____ Material for this exercise

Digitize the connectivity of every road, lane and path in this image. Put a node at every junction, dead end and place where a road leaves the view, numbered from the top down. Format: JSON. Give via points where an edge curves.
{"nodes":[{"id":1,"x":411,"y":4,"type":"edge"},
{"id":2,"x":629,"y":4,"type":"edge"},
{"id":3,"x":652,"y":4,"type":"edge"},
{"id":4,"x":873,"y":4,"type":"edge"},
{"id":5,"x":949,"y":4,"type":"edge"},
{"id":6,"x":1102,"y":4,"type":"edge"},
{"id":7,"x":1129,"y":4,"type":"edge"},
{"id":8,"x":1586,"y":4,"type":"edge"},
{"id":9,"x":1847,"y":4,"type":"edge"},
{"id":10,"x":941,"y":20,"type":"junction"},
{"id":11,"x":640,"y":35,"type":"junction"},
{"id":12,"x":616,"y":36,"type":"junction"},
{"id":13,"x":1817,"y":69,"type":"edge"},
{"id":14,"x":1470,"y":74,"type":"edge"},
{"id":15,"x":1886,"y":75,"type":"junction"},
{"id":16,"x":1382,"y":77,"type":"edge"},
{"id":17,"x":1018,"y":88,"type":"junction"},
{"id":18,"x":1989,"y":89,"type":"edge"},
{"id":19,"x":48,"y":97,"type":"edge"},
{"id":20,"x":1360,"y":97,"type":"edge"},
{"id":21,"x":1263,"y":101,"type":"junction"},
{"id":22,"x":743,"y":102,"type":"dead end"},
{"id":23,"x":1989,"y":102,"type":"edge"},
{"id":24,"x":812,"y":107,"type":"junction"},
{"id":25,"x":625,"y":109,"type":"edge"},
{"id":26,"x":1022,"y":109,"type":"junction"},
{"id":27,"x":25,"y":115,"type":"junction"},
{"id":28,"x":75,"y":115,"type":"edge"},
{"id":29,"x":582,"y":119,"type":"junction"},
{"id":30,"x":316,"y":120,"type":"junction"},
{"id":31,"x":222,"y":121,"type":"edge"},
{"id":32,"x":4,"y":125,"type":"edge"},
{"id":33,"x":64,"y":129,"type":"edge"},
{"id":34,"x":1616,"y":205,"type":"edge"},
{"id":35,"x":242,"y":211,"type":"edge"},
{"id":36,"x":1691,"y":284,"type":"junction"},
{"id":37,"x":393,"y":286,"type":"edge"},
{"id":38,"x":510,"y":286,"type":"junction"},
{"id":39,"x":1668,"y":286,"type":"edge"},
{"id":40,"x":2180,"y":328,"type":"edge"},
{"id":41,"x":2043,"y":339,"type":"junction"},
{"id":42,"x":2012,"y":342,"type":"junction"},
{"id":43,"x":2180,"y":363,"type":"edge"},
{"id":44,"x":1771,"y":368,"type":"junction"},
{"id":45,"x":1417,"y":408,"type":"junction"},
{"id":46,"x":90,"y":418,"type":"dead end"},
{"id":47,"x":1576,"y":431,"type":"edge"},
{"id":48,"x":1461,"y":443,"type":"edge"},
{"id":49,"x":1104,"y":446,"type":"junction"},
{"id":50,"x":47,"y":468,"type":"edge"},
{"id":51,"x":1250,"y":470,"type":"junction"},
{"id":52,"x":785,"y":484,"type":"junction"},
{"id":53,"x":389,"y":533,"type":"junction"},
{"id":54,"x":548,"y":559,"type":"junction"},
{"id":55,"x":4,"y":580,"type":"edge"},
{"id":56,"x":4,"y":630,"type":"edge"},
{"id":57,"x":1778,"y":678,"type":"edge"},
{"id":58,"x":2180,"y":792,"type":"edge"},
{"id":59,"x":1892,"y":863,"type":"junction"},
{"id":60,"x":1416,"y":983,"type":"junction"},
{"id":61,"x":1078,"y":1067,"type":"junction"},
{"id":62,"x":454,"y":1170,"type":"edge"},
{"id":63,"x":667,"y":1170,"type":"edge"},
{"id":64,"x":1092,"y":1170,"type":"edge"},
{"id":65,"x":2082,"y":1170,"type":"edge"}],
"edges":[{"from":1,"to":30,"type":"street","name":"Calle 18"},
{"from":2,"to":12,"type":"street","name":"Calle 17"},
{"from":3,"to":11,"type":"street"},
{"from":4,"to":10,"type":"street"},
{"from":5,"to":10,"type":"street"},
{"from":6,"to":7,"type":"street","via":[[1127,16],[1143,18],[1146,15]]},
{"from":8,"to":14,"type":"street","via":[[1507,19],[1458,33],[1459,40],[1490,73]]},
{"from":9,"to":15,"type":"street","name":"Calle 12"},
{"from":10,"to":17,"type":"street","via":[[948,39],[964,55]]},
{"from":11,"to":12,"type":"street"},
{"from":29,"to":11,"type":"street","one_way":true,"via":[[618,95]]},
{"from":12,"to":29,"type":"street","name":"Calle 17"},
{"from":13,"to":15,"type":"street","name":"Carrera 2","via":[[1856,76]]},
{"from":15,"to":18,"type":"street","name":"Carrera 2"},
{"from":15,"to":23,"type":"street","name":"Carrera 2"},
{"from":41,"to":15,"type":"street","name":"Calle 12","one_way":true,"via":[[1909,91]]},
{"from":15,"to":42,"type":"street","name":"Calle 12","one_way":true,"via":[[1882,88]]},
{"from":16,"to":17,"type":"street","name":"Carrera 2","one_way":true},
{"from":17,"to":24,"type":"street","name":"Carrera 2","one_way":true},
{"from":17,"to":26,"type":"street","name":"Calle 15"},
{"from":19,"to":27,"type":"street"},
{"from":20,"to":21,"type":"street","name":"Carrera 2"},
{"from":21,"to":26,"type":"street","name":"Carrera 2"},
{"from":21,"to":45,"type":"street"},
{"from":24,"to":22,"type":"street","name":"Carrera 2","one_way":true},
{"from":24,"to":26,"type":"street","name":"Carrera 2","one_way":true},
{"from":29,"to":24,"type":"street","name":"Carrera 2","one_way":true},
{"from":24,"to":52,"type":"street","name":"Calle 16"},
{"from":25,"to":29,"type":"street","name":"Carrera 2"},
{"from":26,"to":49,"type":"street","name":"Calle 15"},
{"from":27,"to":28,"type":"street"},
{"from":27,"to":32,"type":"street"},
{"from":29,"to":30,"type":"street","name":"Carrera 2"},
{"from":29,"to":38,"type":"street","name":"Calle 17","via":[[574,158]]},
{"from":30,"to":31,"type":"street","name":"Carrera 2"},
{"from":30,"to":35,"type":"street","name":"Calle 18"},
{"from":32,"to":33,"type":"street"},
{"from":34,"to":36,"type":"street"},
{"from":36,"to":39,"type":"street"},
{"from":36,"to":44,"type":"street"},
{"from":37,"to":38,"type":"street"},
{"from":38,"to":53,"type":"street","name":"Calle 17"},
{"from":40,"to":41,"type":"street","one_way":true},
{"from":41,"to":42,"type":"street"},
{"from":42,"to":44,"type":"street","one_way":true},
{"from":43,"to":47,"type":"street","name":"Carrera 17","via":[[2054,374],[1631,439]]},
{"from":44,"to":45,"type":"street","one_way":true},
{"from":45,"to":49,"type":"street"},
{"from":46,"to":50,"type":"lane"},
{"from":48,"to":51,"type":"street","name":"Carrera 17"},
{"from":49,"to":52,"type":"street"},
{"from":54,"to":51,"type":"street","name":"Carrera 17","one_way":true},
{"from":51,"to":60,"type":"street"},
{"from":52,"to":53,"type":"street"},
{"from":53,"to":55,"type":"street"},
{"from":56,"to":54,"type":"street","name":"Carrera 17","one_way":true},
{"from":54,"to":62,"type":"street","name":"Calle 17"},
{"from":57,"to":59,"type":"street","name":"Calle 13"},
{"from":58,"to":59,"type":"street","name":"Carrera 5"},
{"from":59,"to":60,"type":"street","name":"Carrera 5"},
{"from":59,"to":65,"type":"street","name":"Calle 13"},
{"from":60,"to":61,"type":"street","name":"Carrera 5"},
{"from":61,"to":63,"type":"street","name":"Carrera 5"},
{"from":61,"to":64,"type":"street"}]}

________

Exercise requirements: How many of the lines in the records above include the word "lane"? State that number alone.

Problem solution: 2